Contents: IntroductionPlot Summary Characters Themes Critical Overview Criticism Sources Further Reading |
Style
Point of View
The story is told from Violet’s first-person point of view. This means that the reader is privy only to Violet’s thoughts and observations. However, this filtering does not detract from a solid understanding of Rose’s life. Through Violet’s eyes, the readers see Rose’s overwhelming pain, sadness, and beauty.
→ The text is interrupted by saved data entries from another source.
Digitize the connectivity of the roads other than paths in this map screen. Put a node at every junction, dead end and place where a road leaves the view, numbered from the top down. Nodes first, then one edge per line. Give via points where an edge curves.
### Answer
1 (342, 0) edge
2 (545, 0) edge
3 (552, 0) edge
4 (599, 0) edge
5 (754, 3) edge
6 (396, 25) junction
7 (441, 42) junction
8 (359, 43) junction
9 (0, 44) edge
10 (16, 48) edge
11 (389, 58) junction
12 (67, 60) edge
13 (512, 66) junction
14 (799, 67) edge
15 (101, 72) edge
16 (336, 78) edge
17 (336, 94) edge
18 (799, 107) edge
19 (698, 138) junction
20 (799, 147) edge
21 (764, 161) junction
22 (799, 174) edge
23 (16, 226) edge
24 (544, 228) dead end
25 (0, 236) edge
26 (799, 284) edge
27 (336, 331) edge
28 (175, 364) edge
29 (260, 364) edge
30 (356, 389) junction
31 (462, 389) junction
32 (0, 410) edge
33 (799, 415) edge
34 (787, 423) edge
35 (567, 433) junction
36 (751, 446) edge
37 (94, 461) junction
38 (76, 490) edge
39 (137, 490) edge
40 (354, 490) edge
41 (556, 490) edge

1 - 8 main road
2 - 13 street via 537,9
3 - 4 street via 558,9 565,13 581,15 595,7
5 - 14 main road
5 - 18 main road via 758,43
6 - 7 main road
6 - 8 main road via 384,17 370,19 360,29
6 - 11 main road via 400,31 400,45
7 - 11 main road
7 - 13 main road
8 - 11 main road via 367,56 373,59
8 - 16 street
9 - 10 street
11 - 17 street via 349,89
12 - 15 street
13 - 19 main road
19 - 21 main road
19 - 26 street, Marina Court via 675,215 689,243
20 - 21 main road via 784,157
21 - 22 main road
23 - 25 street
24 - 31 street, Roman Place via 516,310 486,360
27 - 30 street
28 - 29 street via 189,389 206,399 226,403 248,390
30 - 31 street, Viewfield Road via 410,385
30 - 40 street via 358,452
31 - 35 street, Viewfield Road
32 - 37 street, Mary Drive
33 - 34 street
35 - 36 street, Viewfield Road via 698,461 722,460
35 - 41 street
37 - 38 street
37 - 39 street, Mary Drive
Violet chooses those details that most demonstrate what her sister goes through in the ten-year course of her illness, but she also reflects on what her sister had been: “before her constant tinkling of commercials and fast-food jingle there had been Puccini and Mozart and hymns so sweet and mighty you expected Jesus to come down off his cross and clap ... there had been the prettiest girl in Arrandale Elementary School, the belle of Landmark Junior High.” Because of Violet’s clear love for her sister, the reader feels comfortable in trusting her words and her interpretations. Violet chooses fewer, yet still relevant, details to make her parents’ reactions to Rose’s tragedy poignant. Violet renders her parents as believable and sensitive, yet very distinct people.
Narration and Structure
Violet chooses to tell this story after her sister has died. This decision allows her greater flexibility than a straight-forward narrative would. Violet is able to include details and ideas that she might not have been aware of at the time the action was taking place. For instance, she acknowledges that the lie she told to her father about Rose’s outburst in the kitchen was the second of three lies she had ever told in her life; readers thus cannot overlook its significance and will more closely reflect on the action that led to the lie in the first place.
The act of looking back on Rose’s life also allows Violet to condense it. She picks out what she considers to be the more significant events and characteristics. The added perspective that Violet has because of the distance between the events and the telling of the events allows her to better shape the story, and thus better reach the reader. She can compare the outbreaks of the illness, the various doctors’ treatments, and the way that the family reacts to the different episodes. In so doing, Violet highlights the changes that Rose has gone through over the years and demonstrates what a precarious hold she has on her own life and actions. This narrative style further underscores the precarious-ness of life itself; every change in Rose’s ailment has an equivalent effect on all the members of her family.
Violet also chooses to talk about Rose as she was before the illness struck. Structurally, the story completes a full circle. Violet opens with the memory of her sister’s “crystalline” voice rising in the parking lot outside of the opera house, and ends at Rose’s funeral, remembering her fourteen-year-old sister, one year before her first breakdown, “lion’s mane thrown back and her eyes tightly closed against the glare of the parking lot lights.” This structure not only reminds the readers of the fragility of the human experience — how quickly what a person takes as the core of their life can change — but also underscores the cyclical nature of life and death.
Symbolism and Imagery
Music provides the greatest opportunities for the use of symbolism and imagery in the story. The first line of the story reads, “My sister’s voice was like mountain water in a silver pitcher; the clear, blue beauty of it cools you and lifts you beyond your heat, beyond your body.” Although Violet places her sister, in these opening paragraphs, in a brightly lit parking lot, her images choose to align Rose with those of nature. Thus Rose is presented like that voice itself, like that mountain water: pure, true, beautiful, and undamaged. This link is further emphasized in the scene in which Rose dies. She chooses to go out to the woods behind the house, where Violet follows her “wide, draggy footprints darkening the wet grass.”
The silver water of the title evokes the wet grass upon which Rose dies, as well as the purity of the water and the purity of Rose’s voice and soul. Like rushing water, “the sweet sound [of Rose’s voice] held us tight, flowing around us, eddying throughout our hearts, rising, still rising.”